De acordo com o partido, após determinação do Tribunal de Contas da União (TCU), as Forças Armadas abriram dados sobre a ocupação de leitos para pacientes com Covid-19 nos hospitais militares. As planilhas, divulgadas pela primeira vez desde o início da pandemia, apontam que alguns hospitais militares têm 85% das vagas ociosas.

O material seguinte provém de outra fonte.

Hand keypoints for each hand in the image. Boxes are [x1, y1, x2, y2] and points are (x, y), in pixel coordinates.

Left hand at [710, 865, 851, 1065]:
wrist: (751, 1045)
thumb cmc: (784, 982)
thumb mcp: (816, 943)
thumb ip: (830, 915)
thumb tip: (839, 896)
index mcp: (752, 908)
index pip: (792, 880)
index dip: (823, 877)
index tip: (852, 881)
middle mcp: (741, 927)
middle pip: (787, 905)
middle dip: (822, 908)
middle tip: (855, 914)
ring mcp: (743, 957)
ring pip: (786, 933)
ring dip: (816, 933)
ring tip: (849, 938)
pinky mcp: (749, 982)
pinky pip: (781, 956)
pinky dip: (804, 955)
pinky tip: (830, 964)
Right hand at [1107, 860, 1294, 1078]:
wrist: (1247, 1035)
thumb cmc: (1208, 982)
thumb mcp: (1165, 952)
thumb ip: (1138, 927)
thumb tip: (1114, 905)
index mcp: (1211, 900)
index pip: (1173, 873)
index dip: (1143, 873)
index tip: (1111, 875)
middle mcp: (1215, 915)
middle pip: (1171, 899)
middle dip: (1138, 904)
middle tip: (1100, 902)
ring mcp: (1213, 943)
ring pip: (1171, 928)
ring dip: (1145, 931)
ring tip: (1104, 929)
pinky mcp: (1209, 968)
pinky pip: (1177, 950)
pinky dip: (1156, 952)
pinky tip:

“Nesse cenário de exclusividade para militares, o restante das unidades de saúde do país sofre com o colapso do sistema. Ontem, 6 de abril, o Brasil atingiu a triste marca de mais de 4 mil mortos pela Covid-19”, diz trecho da nota divulgada pelo Partido Socialismo e Liberdade.

No pedido de providências feito à Procuradoria, o partido destacou o dever constitucional do Estado de garantir o direito à saúde “mediante políticas sociais e econômicas que visem à redução do risco de doença e de outros agravos e ao acesso universal e igualitário às ações e serviços para sua promoção, proteção e recuperação”.

Além da disponibilização de leitos ociosos para o SUS, a bancada de parlamentares do partido solicita investigação e eventual responsabilização sobre o caso.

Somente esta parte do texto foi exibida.